The problem. Please state how many lines in the records below contain the word "that"; the answer should be a number and nothing else.

Exercise data.
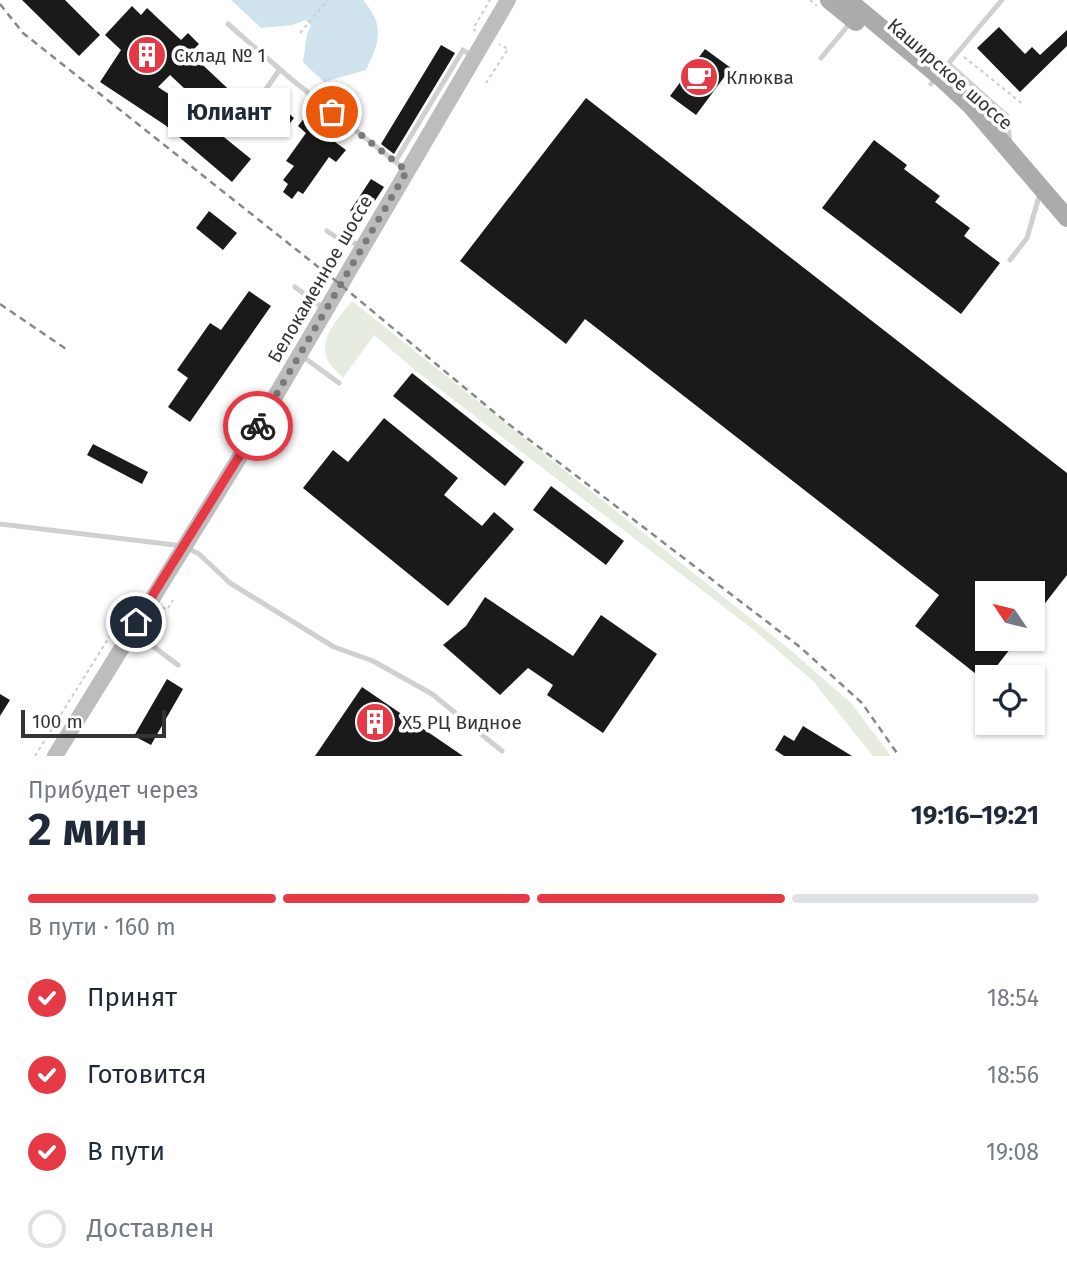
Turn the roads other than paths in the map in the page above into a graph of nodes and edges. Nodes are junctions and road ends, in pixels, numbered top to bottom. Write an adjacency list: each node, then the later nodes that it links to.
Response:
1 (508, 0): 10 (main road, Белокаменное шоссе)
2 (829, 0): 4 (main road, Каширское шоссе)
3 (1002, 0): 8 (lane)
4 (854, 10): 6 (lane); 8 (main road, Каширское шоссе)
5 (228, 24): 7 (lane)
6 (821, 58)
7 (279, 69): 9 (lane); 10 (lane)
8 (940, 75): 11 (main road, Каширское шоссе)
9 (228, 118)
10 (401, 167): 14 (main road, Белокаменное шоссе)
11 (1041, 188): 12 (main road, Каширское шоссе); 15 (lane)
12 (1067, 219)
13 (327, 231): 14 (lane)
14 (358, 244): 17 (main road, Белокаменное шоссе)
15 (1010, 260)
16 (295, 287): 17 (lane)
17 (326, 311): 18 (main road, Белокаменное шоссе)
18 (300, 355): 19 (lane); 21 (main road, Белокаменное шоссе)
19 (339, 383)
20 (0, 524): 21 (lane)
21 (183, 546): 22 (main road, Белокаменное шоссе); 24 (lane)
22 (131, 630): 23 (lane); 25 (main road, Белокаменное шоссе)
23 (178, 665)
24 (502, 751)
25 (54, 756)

--

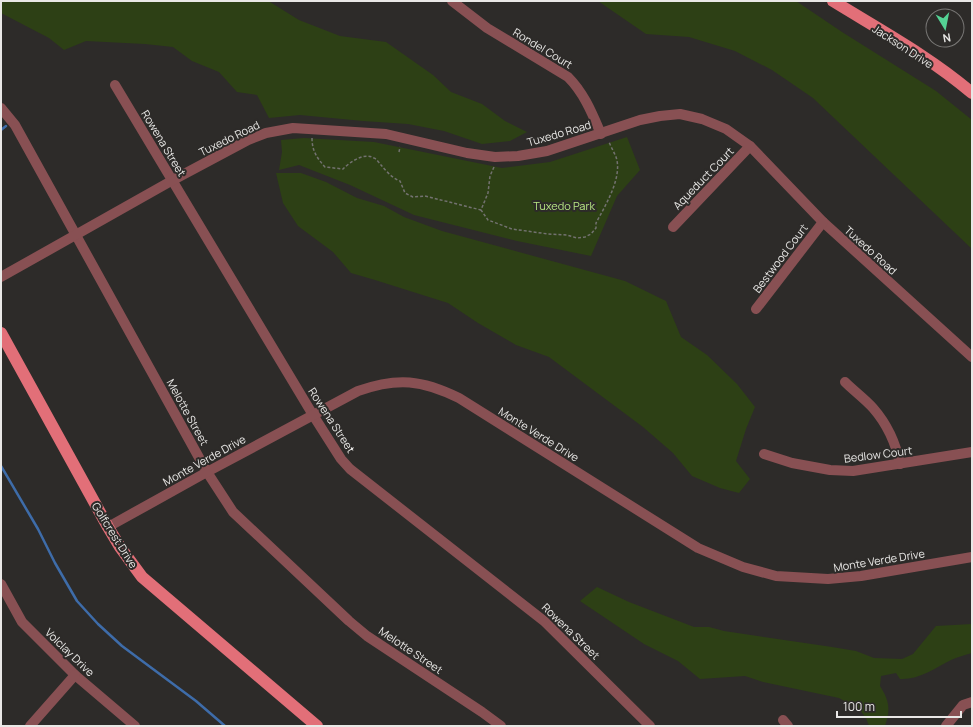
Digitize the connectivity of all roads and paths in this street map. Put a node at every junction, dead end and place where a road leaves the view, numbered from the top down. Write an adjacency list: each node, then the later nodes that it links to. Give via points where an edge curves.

Answer to the exercise. 2